The Salt Lake City & County Building was finished in 1894. The last time it underwent an upgrade was in 1989, when base isolators were installed in the foundation. It was one of the first public buildings to have the rubber and steel devices installed, which shifts the building during an earthquake to try to help stop it from crumbling.

"With all the new data and all the new information and all the new seismic codes, we've learned the magnitude of the earthquake is really greater than what was originally designed," said Alden Breinholt, the operations director for Salt Lake City's Public Services.

Breinholt told FOX 13 the base isolators can keep city hall upright in an earthquake up to 6.8 in magnitude. However, new seismic data indicates the next earthquake to strike along the Wasatch Front could be 7.3 or greater.

"In a 7.3, these base isolators will roll over so the building will come down," Breinholt said.

Instead of replacing all of the isolators, the city will be adding beams to "catch" them and keep the building upright.

Outside the building, the clock tower and sandstone facade will get some work after withstanding decades of weather damage. Even small details, like gargoyles, will be touched up. Windows will also get some upgrade work in the project being done by Big D construction.

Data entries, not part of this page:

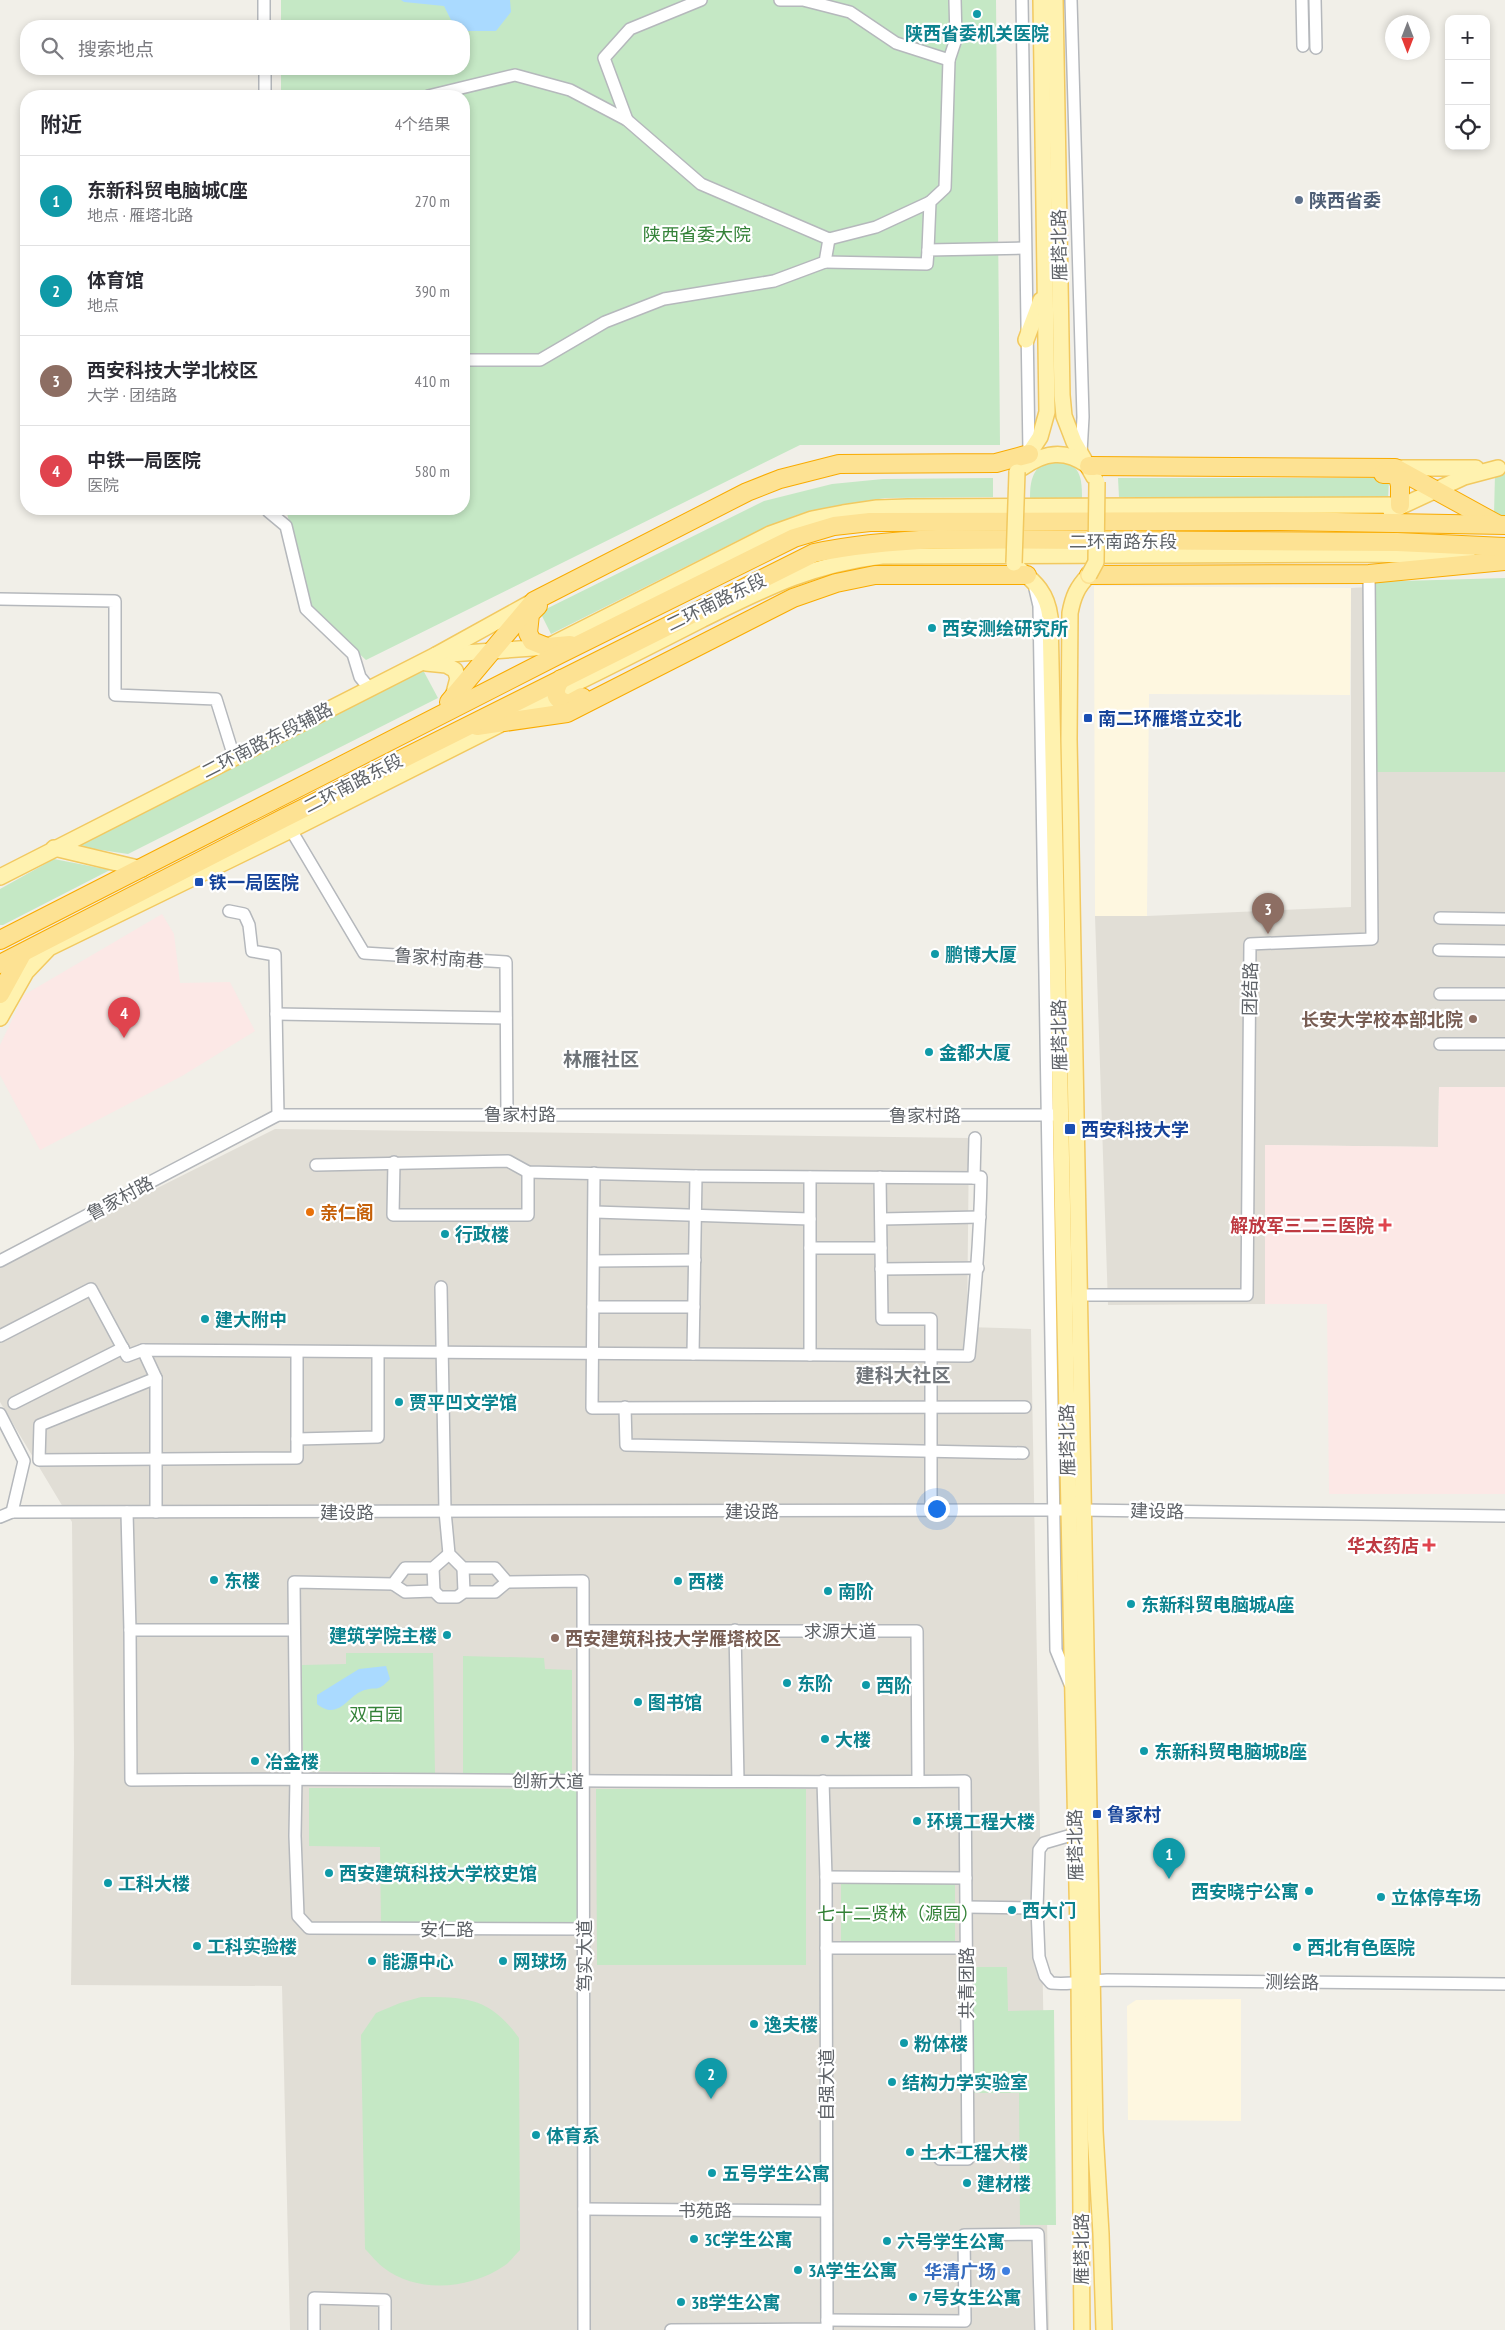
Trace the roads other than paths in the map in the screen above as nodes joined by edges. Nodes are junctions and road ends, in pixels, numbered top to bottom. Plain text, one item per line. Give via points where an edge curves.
1 (264, 0) edge
2 (701, 0) edge
3 (780, 0) edge
4 (955, 0) edge
5 (1022, 0) edge
6 (1041, 0) edge
7 (1055, 0) edge
8 (1072, 0) edge
9 (1302, 0) edge
10 (1315, 0) edge
11 (264, 20) edge
12 (1303, 46) dead end
13 (1316, 48) dead end
14 (949, 60) junction
15 (265, 75) edge
16 (265, 90) edge
17 (453, 90) edge
18 (627, 120) junction
19 (930, 202) junction
20 (828, 239) junction
21 (1025, 248) junction
22 (928, 250) junction
23 (825, 262) junction
24 (1044, 292) junction
25 (1026, 340) junction
26 (470, 360) edge
27 (1028, 454) junction
28 (1085, 460) junction
29 (1396, 468) junction
30 (1502, 468) edge
31 (1017, 472) junction
32 (1097, 482) junction
33 (1432, 490) junction
34 (1400, 505) junction
35 (273, 515) edge
36 (1369, 523) junction
37 (1502, 525) edge
38 (1505, 547) edge
39 (1505, 560) edge
40 (1024, 573) junction
41 (1369, 574) junction
42 (1089, 575) junction
43 (0, 599) edge
44 (534, 601) junction
45 (583, 643) junction
46 (556, 647) junction
47 (492, 652) junction
48 (436, 655) junction
49 (418, 664) junction
50 (561, 679) junction
51 (368, 688) junction
52 (557, 698) junction
53 (450, 701) junction
54 (505, 722) junction
55 (462, 729) junction
56 (404, 734) junction
57 (234, 757) junction
58 (291, 830) junction
59 (54, 848) junction
60 (142, 869) junction
61 (0, 877) edge
62 (229, 911) dead end
63 (1440, 918) dead end
64 (1505, 919) edge
65 (68, 929) junction
66 (5, 935) edge
67 (49, 948) junction
68 (1439, 950) dead end
69 (1505, 952) edge
70 (22, 954) junction
71 (0, 964) edge
72 (0, 994) edge
73 (1440, 994) dead end
74 (1505, 994) edge
75 (276, 1014) junction
76 (0, 1018) edge
77 (506, 1018) junction
78 (1440, 1044) dead end
79 (1505, 1044) edge
80 (506, 1114) junction
81 (278, 1115) junction
82 (1061, 1115) junction
83 (975, 1138) dead end
84 (394, 1162) junction
85 (316, 1165) dead end
86 (528, 1172) junction
87 (594, 1173) junction
88 (696, 1176) junction
89 (810, 1177) junction
90 (880, 1177) junction
91 (974, 1178) junction
92 (594, 1212) junction
93 (696, 1214) junction
94 (980, 1217) junction
95 (881, 1218) junction
96 (810, 1219) junction
97 (810, 1248) junction
98 (881, 1248) junction
99 (695, 1260) junction
100 (0, 1261) edge
101 (594, 1261) junction
102 (978, 1268) junction
103 (881, 1269) junction
104 (441, 1287) dead end
105 (1080, 1295) junction
106 (594, 1307) junction
107 (694, 1307) junction
108 (0, 1336) edge
109 (123, 1348) junction
110 (143, 1350) junction
111 (297, 1352) junction
112 (378, 1353) junction
113 (442, 1353) junction
114 (593, 1354) junction
115 (693, 1354) junction
116 (810, 1355) junction
117 (931, 1355) junction
118 (156, 1378) junction
119 (14, 1403) dead end
120 (931, 1407) junction
121 (1026, 1407) dead end
122 (625, 1408) junction
123 (0, 1414) edge
124 (297, 1439) junction
125 (931, 1451) junction
126 (1023, 1453) dead end
127 (156, 1460) junction
128 (931, 1510) junction
129 (1068, 1510) junction
130 (446, 1511) junction
131 (12, 1512) junction
132 (127, 1512) junction
133 (156, 1512) junction
134 (1505, 1516) edge
135 (0, 1517) edge
136 (449, 1554) junction
137 (433, 1568) junction
138 (463, 1568) junction
139 (507, 1582) junction
140 (393, 1584) junction
141 (434, 1591) junction
142 (464, 1592) junction
143 (130, 1630) junction
144 (294, 1630) junction
145 (736, 1630) junction
146 (583, 1631) junction
147 (296, 1778) junction
148 (965, 1780) joint
149 (584, 1781) junction
150 (738, 1781) junction
151 (823, 1781) junction
152 (918, 1781) junction
153 (1075, 1834) junction
154 (826, 1877) junction
155 (966, 1878) junction
156 (966, 1907) junction
157 (1037, 1908) junction
158 (584, 1929) junction
159 (826, 1948) junction
160 (966, 1948) junction
161 (1086, 1981) junction
162 (1505, 1984) edge
163 (940, 2159) dead end
164 (584, 2209) junction
165 (826, 2210) junction
166 (827, 2324) edge
167 (314, 2330) edge
168 (385, 2330) edge
169 (584, 2330) edge
170 (671, 2330) edge
171 (1041, 2330) edge
172 (1082, 2330) edge
173 (1104, 2330) edge

1 - 11 street
2 - 18 street via 630,29 604,58
3 - 14 street via 803,0 850,12 896,43
4 - 14 street via 956,39
5 - 21 street
6 - 24 main road, 雁塔北路
7 - 28 main road, 雁塔北路 via 1062,395 1064,416
8 - 28 street
9 - 12 street
10 - 13 street
14 - 19 street via 945,188
15 - 16 street
17 - 18 street via 515,75 570,90
18 - 20 street via 701,184
19 - 20 street via 876,228
19 - 22 street
20 - 23 street
21 - 22 street
21 - 25 street
22 - 23 street via 927,264
23 - 26 street via 774,282 664,299 605,322 540,360
24 - 25 main road
24 - 27 main road, 雁塔北路 via 1047,412 1040,437
25 - 27 street
27 - 31 main road, 雁塔北路
27 - 44 highway via 996,463 839,464 780,479 748,492
28 - 29 highway
28 - 31 main road via 1057,453 1034,460
28 - 32 main road, 雁塔北路
29 - 30 main road
29 - 33 highway
30 - 33 main road via 1464,476
31 - 40 main road, bridge
31 - 46 highway via 860,472 809,481 756,497 536,608 530,614 528,633 532,641
32 - 34 highway via 1118,474 1391,474 1400,482
32 - 42 main road, bridge via 1096,562
33 - 34 main road
33 - 37 highway
34 - 36 main road
34 - 46 main road via 908,507 843,513 812,519 748,543
35 - 51 street via 286,526 306,609 353,654 360,677
36 - 37 highway, 二环南路东段
36 - 45 highway, 二环南路东段 via 870,522 834,526 794,538
38 - 50 highway, 二环南路东段 via 1397,542 938,540 849,545 814,553
39 - 41 highway
39 - 52 main road via 1376,554 882,556 858,559 811,570 770,586 572,685
40 - 52 highway via 994,568 870,569 816,581 778,595 569,704
40 - 54 highway via 875,575 836,583 793,598 567,713
40 - 82 main road, 雁塔北路 via 1048,602 1050,617
41 - 42 highway
41 - 105 street, 团结路 via 1372,940 1250,944 1247,1295
42 - 82 main road, 雁塔北路 via 1073,596 1070,613
43 - 57 street via 115,601 115,695 216,699
44 - 47 highway
44 - 48 main road, 二环南路东段辅路
45 - 46 highway
45 - 56 highway, 二环南路东段
46 - 47 main road
46 - 53 highway
47 - 48 main road
47 - 53 highway
48 - 49 main road, 二环南路东段辅路
49 - 51 main road, 二环南路东段辅路
49 - 53 main road via 434,663 455,670 458,678
50 - 52 highway via 556,686
50 - 54 main road
50 - 55 highway, 二环南路东段
51 - 57 main road, 二环南路东段辅路
52 - 54 main road
53 - 56 highway via 420,717
54 - 55 highway
54 - 58 main road
55 - 65 highway, 二环南路东段
56 - 60 highway, 二环南路东段
57 - 59 main road, 二环南路东段辅路
58 - 67 main road
58 - 77 street, 鲁家村南巷 via 364,953 506,962
59 - 60 main road
59 - 61 main road, 二环南路东段辅路
60 - 66 highway, 二环南路东段
62 - 75 street via 244,914 249,925 252,951 276,955
63 - 64 street
65 - 67 main road
65 - 70 highway, 二环南路东段
67 - 76 main road via 26,972
68 - 69 street
70 - 71 highway, 二环南路东段
70 - 72 highway
73 - 74 street
75 - 77 street
75 - 81 street
77 - 80 street, 鲁家村南巷
78 - 79 street
80 - 81 street, 鲁家村路
80 - 82 street, 鲁家村路
81 - 100 street, 鲁家村路
82 - 105 main road, 雁塔北路
82 - 129 main road, 雁塔北路
83 - 91 street
84 - 85 street
84 - 86 street via 508,1161
84 - 86 street via 393,1215 528,1216
86 - 87 street
87 - 88 street
87 - 92 street
88 - 89 street
88 - 93 street
89 - 90 street
89 - 96 street
90 - 91 street
90 - 95 street
91 - 94 street via 981,1177
92 - 93 street
92 - 101 street
93 - 96 street
93 - 99 street
94 - 95 street
94 - 102 street
95 - 98 street
96 - 97 street
97 - 98 street
97 - 116 street
98 - 103 street
99 - 101 street
99 - 107 street
101 - 106 street
102 - 103 street
102 - 117 street via 969,1356
103 - 117 street via 882,1319 931,1319
104 - 113 street
105 - 129 main road, 雁塔北路
106 - 107 street
106 - 114 street
107 - 115 street
108 - 109 street via 91,1289
109 - 110 street via 127,1356
109 - 119 street
110 - 111 street
110 - 118 street
111 - 112 street
111 - 124 street
112 - 113 street
112 - 124 street via 378,1437
113 - 114 street
113 - 130 street
114 - 115 street
114 - 122 street via 592,1408
115 - 116 street
116 - 117 street
117 - 120 street
118 - 127 street
118 - 127 street via 40,1425 39,1460
120 - 121 street
120 - 122 street
120 - 125 street
122 - 125 street via 626,1445
123 - 131 street via 24,1461
124 - 127 street via 297,1458
125 - 126 street
125 - 128 street
127 - 133 street
128 - 129 street, 建设路
128 - 130 street, 建设路
129 - 134 street, 建设路
129 - 153 main road, 雁塔北路
129 - 161 main road, 雁塔北路
130 - 133 street, 建设路
130 - 136 street
131 - 132 street, 建设路
131 - 135 street, 建设路
132 - 133 street, 建设路
132 - 143 street
136 - 137 street
136 - 138 street
137 - 140 street via 405,1568
137 - 141 street
138 - 139 street via 495,1568
138 - 142 street
139 - 142 street via 495,1592
139 - 146 street, 笃实大道 via 582,1581
140 - 141 street via 405,1592
140 - 144 street via 294,1582
141 - 142 street via 440,1597 458,1597
143 - 144 street
143 - 147 street, 创新大道 via 131,1780
144 - 147 street
145 - 146 street, 求源大道
145 - 150 street
145 - 152 street, 求源大道 via 916,1631
146 - 149 street, 笃实大道
147 - 149 street, 创新大道
147 - 158 street, 安仁路 via 298,1916 309,1928
148 - 152 street, 创新大道
148 - 155 street, 共青团路
149 - 150 street, 创新大道
149 - 158 street, 笃实大道
150 - 151 street, 创新大道
151 - 152 street, 创新大道
151 - 154 street, 自强大道
153 - 157 street via 1044,1843 1039,1850
153 - 161 main road, 雁塔北路
154 - 155 street
154 - 159 street, 自强大道
155 - 156 street, 共青团路
156 - 157 street
156 - 160 street, 共青团路
157 - 161 street, 测绘路 via 1039,1957 1045,1976 1051,1983 1066,1985
158 - 164 street, 笃实大道
159 - 160 street
159 - 165 street, 自强大道
160 - 163 street, 共青团路 via 968,2159
161 - 162 street, 测绘路
161 - 172 main road, 雁塔北路
161 - 173 main road, 雁塔北路
164 - 165 street, 书苑路
164 - 169 street, 笃实大道
165 - 166 street, 自强大道
166 - 170 street
166 - 171 street via 965,2321 964,2235 1038,2234
167 - 168 street via 314,2298 385,2300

"Typically, buildings today are built for 50 years," Breinholt said. "Back then, with the stones they used and materials, they planned for long, 100-year life. If you restore them and keep up with them, there's no reason this building couldn't last another 150 years."

The tower and the foundation will be worked on first. The west side will then see work, followed by the east side of the building. Salt Lake City is hosting an open house to answer questions about the project on June 1 from 11 a.m. to 1 p.m.